• [Entries taken from a collection]
+++
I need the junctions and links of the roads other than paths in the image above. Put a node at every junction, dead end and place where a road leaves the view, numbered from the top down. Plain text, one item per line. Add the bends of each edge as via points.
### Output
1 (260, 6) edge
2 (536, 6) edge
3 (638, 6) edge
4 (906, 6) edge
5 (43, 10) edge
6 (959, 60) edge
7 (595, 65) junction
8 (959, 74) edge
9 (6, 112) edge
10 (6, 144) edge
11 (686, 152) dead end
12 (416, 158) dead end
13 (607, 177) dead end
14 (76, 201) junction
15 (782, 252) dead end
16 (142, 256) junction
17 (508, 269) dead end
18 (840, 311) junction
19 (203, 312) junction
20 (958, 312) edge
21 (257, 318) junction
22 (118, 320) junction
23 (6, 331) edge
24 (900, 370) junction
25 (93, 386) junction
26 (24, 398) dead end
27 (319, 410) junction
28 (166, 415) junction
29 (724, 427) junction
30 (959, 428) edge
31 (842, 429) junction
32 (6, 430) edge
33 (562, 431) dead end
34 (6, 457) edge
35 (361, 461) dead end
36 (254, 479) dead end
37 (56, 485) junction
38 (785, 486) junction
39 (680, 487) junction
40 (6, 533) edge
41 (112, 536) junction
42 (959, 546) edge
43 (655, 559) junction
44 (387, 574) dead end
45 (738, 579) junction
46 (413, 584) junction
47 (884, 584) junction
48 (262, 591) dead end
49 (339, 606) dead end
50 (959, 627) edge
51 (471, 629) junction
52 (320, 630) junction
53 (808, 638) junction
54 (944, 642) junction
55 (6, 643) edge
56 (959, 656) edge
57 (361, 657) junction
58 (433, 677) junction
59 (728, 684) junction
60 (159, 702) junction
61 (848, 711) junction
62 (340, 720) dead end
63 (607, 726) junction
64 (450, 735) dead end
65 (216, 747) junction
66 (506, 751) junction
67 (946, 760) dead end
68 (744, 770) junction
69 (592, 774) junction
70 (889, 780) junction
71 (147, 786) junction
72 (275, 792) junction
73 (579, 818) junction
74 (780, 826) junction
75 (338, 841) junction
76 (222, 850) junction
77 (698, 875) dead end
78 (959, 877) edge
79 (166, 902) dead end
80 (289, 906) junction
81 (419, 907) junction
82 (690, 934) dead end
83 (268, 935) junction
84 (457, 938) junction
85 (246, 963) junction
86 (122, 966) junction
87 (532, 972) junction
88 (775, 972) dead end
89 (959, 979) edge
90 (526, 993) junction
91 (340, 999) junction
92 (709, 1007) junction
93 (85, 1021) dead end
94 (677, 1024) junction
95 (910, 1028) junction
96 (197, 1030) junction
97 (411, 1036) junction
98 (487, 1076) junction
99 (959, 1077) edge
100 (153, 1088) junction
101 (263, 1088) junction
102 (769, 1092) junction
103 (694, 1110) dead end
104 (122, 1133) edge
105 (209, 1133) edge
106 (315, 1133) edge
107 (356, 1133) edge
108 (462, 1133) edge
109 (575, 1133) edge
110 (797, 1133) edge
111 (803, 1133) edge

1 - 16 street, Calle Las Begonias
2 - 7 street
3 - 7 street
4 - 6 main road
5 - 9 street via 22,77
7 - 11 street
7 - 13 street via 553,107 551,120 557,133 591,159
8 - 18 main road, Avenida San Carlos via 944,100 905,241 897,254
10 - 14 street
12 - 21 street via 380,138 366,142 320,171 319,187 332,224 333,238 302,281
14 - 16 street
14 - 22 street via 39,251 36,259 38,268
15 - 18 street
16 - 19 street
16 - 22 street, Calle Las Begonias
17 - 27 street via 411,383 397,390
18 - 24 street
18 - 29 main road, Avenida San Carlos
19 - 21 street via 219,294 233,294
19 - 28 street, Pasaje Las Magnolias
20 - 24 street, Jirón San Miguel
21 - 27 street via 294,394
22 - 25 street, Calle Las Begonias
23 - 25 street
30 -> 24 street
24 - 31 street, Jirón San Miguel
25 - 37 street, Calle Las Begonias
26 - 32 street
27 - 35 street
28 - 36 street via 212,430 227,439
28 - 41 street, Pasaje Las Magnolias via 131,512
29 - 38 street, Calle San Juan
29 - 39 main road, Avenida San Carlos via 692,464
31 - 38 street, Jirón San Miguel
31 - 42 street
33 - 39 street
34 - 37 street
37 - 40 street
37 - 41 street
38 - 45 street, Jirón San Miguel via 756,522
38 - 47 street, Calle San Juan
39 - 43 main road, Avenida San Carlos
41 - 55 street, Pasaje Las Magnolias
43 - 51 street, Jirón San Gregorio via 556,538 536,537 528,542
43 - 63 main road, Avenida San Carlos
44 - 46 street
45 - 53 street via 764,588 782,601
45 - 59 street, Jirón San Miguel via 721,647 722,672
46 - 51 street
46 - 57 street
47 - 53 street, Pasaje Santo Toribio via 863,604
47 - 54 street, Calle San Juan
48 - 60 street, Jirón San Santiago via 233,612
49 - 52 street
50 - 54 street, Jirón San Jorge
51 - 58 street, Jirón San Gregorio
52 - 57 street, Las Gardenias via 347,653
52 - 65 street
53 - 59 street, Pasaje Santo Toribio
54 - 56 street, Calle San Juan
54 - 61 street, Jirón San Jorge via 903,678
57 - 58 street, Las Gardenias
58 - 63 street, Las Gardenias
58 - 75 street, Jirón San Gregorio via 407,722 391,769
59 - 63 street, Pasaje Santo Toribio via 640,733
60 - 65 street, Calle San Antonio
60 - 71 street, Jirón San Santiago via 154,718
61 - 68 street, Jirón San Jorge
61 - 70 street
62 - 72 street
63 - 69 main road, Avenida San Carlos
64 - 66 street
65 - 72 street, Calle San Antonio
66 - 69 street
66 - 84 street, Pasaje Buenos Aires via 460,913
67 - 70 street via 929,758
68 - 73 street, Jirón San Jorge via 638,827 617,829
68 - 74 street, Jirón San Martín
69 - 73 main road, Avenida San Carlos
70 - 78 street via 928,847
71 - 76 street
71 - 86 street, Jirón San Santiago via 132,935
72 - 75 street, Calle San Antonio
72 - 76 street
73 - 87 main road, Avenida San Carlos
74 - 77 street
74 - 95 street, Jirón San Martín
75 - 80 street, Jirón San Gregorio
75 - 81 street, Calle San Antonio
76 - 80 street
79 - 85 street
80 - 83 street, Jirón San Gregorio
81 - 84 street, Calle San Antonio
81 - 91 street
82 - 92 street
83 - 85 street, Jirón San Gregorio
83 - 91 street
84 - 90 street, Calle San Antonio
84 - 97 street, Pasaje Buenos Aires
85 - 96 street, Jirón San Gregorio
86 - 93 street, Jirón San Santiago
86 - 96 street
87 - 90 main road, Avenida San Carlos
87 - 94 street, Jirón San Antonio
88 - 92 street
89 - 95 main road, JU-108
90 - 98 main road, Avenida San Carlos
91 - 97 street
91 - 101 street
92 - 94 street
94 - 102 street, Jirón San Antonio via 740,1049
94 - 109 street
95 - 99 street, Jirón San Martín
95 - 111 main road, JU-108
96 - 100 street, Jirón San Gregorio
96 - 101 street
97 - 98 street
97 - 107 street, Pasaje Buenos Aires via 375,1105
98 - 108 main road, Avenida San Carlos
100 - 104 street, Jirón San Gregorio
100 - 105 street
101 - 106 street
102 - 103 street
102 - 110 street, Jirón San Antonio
+++
• [DESCRIPTION OF THE TASK]
Every record above is to be restated exactly as it reads.

• [RESULT FOR THIS EXERCISE]
I need the junctions and links of the roads other than paths in the image above. Put a node at every junction, dead end and place where a road leaves the view, numbered from the top down. Plain text, one item per line. Add the bends of each edge as via points.
### Output
1 (260, 6) edge
2 (536, 6) edge
3 (638, 6) edge
4 (906, 6) edge
5 (43, 10) edge
6 (959, 60) edge
7 (595, 65) junction
8 (959, 74) edge
9 (6, 112) edge
10 (6, 144) edge
11 (686, 152) dead end
12 (416, 158) dead end
13 (607, 177) dead end
14 (76, 201) junction
15 (782, 252) dead end
16 (142, 256) junction
17 (508, 269) dead end
18 (840, 311) junction
19 (203, 312) junction
20 (958, 312) edge
21 (257, 318) junction
22 (118, 320) junction
23 (6, 331) edge
24 (900, 370) junction
25 (93, 386) junction
26 (24, 398) dead end
27 (319, 410) junction
28 (166, 415) junction
29 (724, 427) junction
30 (959, 428) edge
31 (842, 429) junction
32 (6, 430) edge
33 (562, 431) dead end
34 (6, 457) edge
35 (361, 461) dead end
36 (254, 479) dead end
37 (56, 485) junction
38 (785, 486) junction
39 (680, 487) junction
40 (6, 533) edge
41 (112, 536) junction
42 (959, 546) edge
43 (655, 559) junction
44 (387, 574) dead end
45 (738, 579) junction
46 (413, 584) junction
47 (884, 584) junction
48 (262, 591) dead end
49 (339, 606) dead end
50 (959, 627) edge
51 (471, 629) junction
52 (320, 630) junction
53 (808, 638) junction
54 (944, 642) junction
55 (6, 643) edge
56 (959, 656) edge
57 (361, 657) junction
58 (433, 677) junction
59 (728, 684) junction
60 (159, 702) junction
61 (848, 711) junction
62 (340, 720) dead end
63 (607, 726) junction
64 (450, 735) dead end
65 (216, 747) junction
66 (506, 751) junction
67 (946, 760) dead end
68 (744, 770) junction
69 (592, 774) junction
70 (889, 780) junction
71 (147, 786) junction
72 (275, 792) junction
73 (579, 818) junction
74 (780, 826) junction
75 (338, 841) junction
76 (222, 850) junction
77 (698, 875) dead end
78 (959, 877) edge
79 (166, 902) dead end
80 (289, 906) junction
81 (419, 907) junction
82 (690, 934) dead end
83 (268, 935) junction
84 (457, 938) junction
85 (246, 963) junction
86 (122, 966) junction
87 (532, 972) junction
88 (775, 972) dead end
89 (959, 979) edge
90 (526, 993) junction
91 (340, 999) junction
92 (709, 1007) junction
93 (85, 1021) dead end
94 (677, 1024) junction
95 (910, 1028) junction
96 (197, 1030) junction
97 (411, 1036) junction
98 (487, 1076) junction
99 (959, 1077) edge
100 (153, 1088) junction
101 (263, 1088) junction
102 (769, 1092) junction
103 (694, 1110) dead end
104 (122, 1133) edge
105 (209, 1133) edge
106 (315, 1133) edge
107 (356, 1133) edge
108 (462, 1133) edge
109 (575, 1133) edge
110 (797, 1133) edge
111 (803, 1133) edge

1 - 16 street, Calle Las Begonias
2 - 7 street
3 - 7 street
4 - 6 main road
5 - 9 street via 22,77
7 - 11 street
7 - 13 street via 553,107 551,120 557,133 591,159
8 - 18 main road, Avenida San Carlos via 944,100 905,241 897,254
10 - 14 street
12 - 21 street via 380,138 366,142 320,171 319,187 332,224 333,238 302,281
14 - 16 street
14 - 22 street via 39,251 36,259 38,268
15 - 18 street
16 - 19 street
16 - 22 street, Calle Las Begonias
17 - 27 street via 411,383 397,390
18 - 24 street
18 - 29 main road, Avenida San Carlos
19 - 21 street via 219,294 233,294
19 - 28 street, Pasaje Las Magnolias
20 - 24 street, Jirón San Miguel
21 - 27 street via 294,394
22 - 25 street, Calle Las Begonias
23 - 25 street
30 -> 24 street
24 - 31 street, Jirón San Miguel
25 - 37 street, Calle Las Begonias
26 - 32 street
27 - 35 street
28 - 36 street via 212,430 227,439
28 - 41 street, Pasaje Las Magnolias via 131,512
29 - 38 street, Calle San Juan
29 - 39 main road, Avenida San Carlos via 692,464
31 - 38 street, Jirón San Miguel
31 - 42 street
33 - 39 street
34 - 37 street
37 - 40 street
37 - 41 street
38 - 45 street, Jirón San Miguel via 756,522
38 - 47 street, Calle San Juan
39 - 43 main road, Avenida San Carlos
41 - 55 street, Pasaje Las Magnolias
43 - 51 street, Jirón San Gregorio via 556,538 536,537 528,542
43 - 63 main road, Avenida San Carlos
44 - 46 street
45 - 53 street via 764,588 782,601
45 - 59 street, Jirón San Miguel via 721,647 722,672
46 - 51 street
46 - 57 street
47 - 53 street, Pasaje Santo Toribio via 863,604
47 - 54 street, Calle San Juan
48 - 60 street, Jirón San Santiago via 233,612
49 - 52 street
50 - 54 street, Jirón San Jorge
51 - 58 street, Jirón San Gregorio
52 - 57 street, Las Gardenias via 347,653
52 - 65 street
53 - 59 street, Pasaje Santo Toribio
54 - 56 street, Calle San Juan
54 - 61 street, Jirón San Jorge via 903,678
57 - 58 street, Las Gardenias
58 - 63 street, Las Gardenias
58 - 75 street, Jirón San Gregorio via 407,722 391,769
59 - 63 street, Pasaje Santo Toribio via 640,733
60 - 65 street, Calle San Antonio
60 - 71 street, Jirón San Santiago via 154,718
61 - 68 street, Jirón San Jorge
61 - 70 street
62 - 72 street
63 - 69 main road, Avenida San Carlos
64 - 66 street
65 - 72 street, Calle San Antonio
66 - 69 street
66 - 84 street, Pasaje Buenos Aires via 460,913
67 - 70 street via 929,758
68 - 73 street, Jirón San Jorge via 638,827 617,829
68 - 74 street, Jirón San Martín
69 - 73 main road, Avenida San Carlos
70 - 78 street via 928,847
71 - 76 street
71 - 86 street, Jirón San Santiago via 132,935
72 - 75 street, Calle San Antonio
72 - 76 street
73 - 87 main road, Avenida San Carlos
74 - 77 street
74 - 95 street, Jirón San Martín
75 - 80 street, Jirón San Gregorio
75 - 81 street, Calle San Antonio
76 - 80 street
79 - 85 street
80 - 83 street, Jirón San Gregorio
81 - 84 street, Calle San Antonio
81 - 91 street
82 - 92 street
83 - 85 street, Jirón San Gregorio
83 - 91 street
84 - 90 street, Calle San Antonio
84 - 97 street, Pasaje Buenos Aires
85 - 96 street, Jirón San Gregorio
86 - 93 street, Jirón San Santiago
86 - 96 street
87 - 90 main road, Avenida San Carlos
87 - 94 street, Jirón San Antonio
88 - 92 street
89 - 95 main road, JU-108
90 - 98 main road, Avenida San Carlos
91 - 97 street
91 - 101 street
92 - 94 street
94 - 102 street, Jirón San Antonio via 740,1049
94 - 109 street
95 - 99 street, Jirón San Martín
95 - 111 main road, JU-108
96 - 100 street, Jirón San Gregorio
96 - 101 street
97 - 98 street
97 - 107 street, Pasaje Buenos Aires via 375,1105
98 - 108 main road, Avenida San Carlos
100 - 104 street, Jirón San Gregorio
100 - 105 street
101 - 106 street
102 - 103 street
102 - 110 street, Jirón San Antonio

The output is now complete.